Sob o olhar da linguística aplicada, em O discurso eletrônico-digital, o professor da Universidade Vale do Rio Verde, de Três Corações, Sérgio Roberto Costa retoma a discussão sobre o impacto da era digital na ciência da informação, enfatizando a necessidade de o profissional da área se familiarizar com o novo código discursivo inaugurado com as tecnologias digitais da informação e comunicação (TDICs), cujos desdobramentos acarretam a conformação de uma linguagem “essencialmente multissemiótica/multimodal” (Ardaillon, 2015, p. 201). Contudo, se a linguística pode contribuir para a resolução dos problemas advindos da dificuldade de nomear adequadamente os documentos, a leitura do capítulo revela os diferentes pressupostos teórico-metodológicos que separam linguística e arquivologia, a exemplo da forma diversa que a primeira concebe os conceitos de gênero e de suporte. A partir das diferenças essenciais de definições e abordagens, em Gêneros textuais emergentes do/no discurso eletrônico digital: um balanço crítico, de Sérgio Roberto Costa, Johanna Smit, professora da Universidade de São Paulo (USP), problematiza as ponderações de Costa sob o viés da arquivologia e apresenta uma sistematização dos novos documentos em meio digital, ressaltando que “documento arquivístico é documento arquivístico, independentemente de suporte ou tecnologia” (Ardaillon, 2015, p. 242).

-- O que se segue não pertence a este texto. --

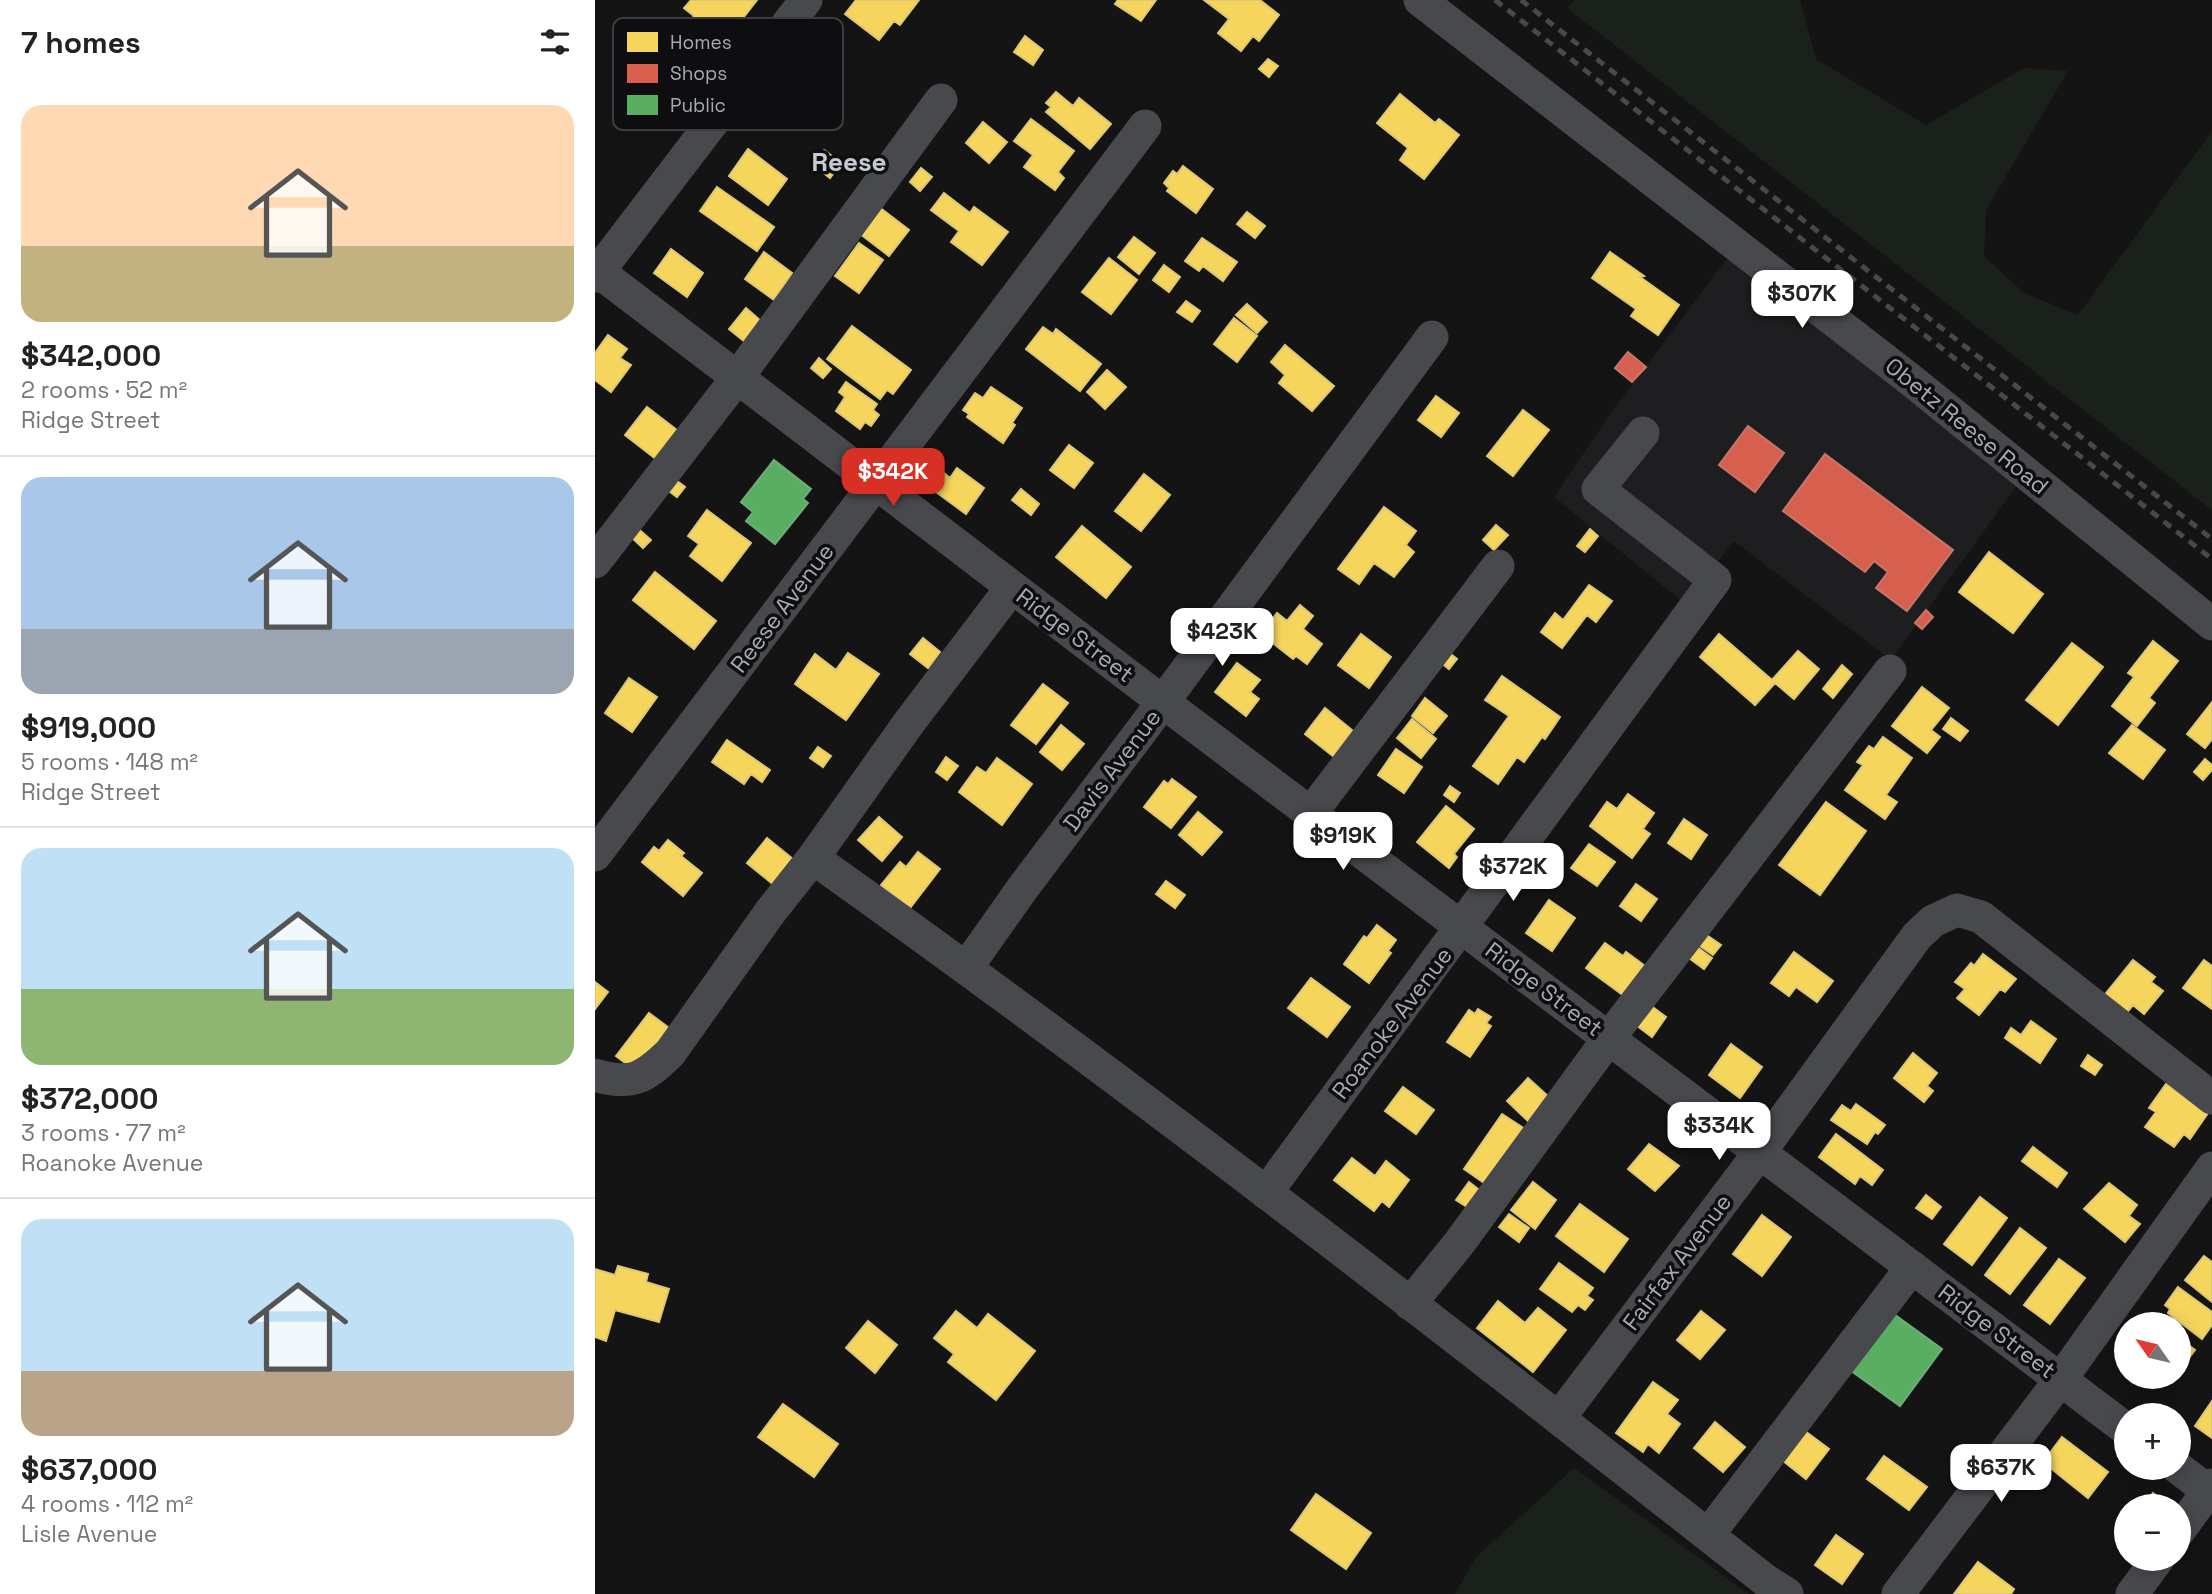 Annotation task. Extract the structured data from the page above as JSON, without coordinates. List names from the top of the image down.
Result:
{
  "streets": {
    "street": [
      "Obetz Reese Road",
      "Reese Avenue",
      "Ridge Street",
      "Davis Avenue",
      "Roanoke Avenue",
      "Fairfax Avenue"
    ]
  },
  "crossings": [
    ["Reese Avenue", "Ridge Street"],
    ["Ridge Street", "Davis Avenue"],
    ["Ridge Street", "Roanoke Avenue"],
    ["Ridge Street", "Fairfax Avenue"]
  ],
  "districts": ["Reese"],
  "legend": ["Homes", "Shops", "Public"],
  "north": "top left",
  "page": {
    "heading": "7 homes",
    "list": [
      {
        "name": "$342,000",
        "note": "2 rooms · 52 m² · Ridge Street"
      },
      {
        "name": "$919,000",
        "note": "5 rooms · 148 m² · Ridge Street"
      },
      {
        "name": "$372,000",
        "note": "3 rooms · 77 m² · Roanoke Avenue"
      },
      {
        "name": "$637,000",
        "note": "4 rooms · 112 m² · Lisle Avenue"
      }
    ],
    "price": [
      "$307K",
      "$342K",
      "$423K",
      "$919K",
      "$372K",
      "$334K",
      "$637K"
    ],
    "map_buttons": ["+", "−"]
  }
}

Diante de considerações ao mesmo tempo complexas e enriquecedoras, em Uma base terminológica consensual: limites e possibilidades, a professora da Universidade de São Paulo (USP) Heloísa Liberalli Bellotto recupera as principais questões tratadas por cada um dos autores a fim de estabelecer uma “plataforma de entendimento”. Diante dessa perspectiva, a autora discute como o desafio de dar nomes apropriados aos documentos de arquivo assume contornos ainda mais problemáticos, quando o debate ocorre no campo dos arquivos pessoais. Acrescenta, ainda, as dúvidas quanto à melhor nomenclatura a ser dada aos documentos em meio digital. Embora reconheça os limites de uma base terminológica consensual entre os profissionais da área de arquivo, Bellotto defende a formulação de um entendimento que resulte do trabalho prático, bem como das discussões teóricas a respeito dos novos documentos.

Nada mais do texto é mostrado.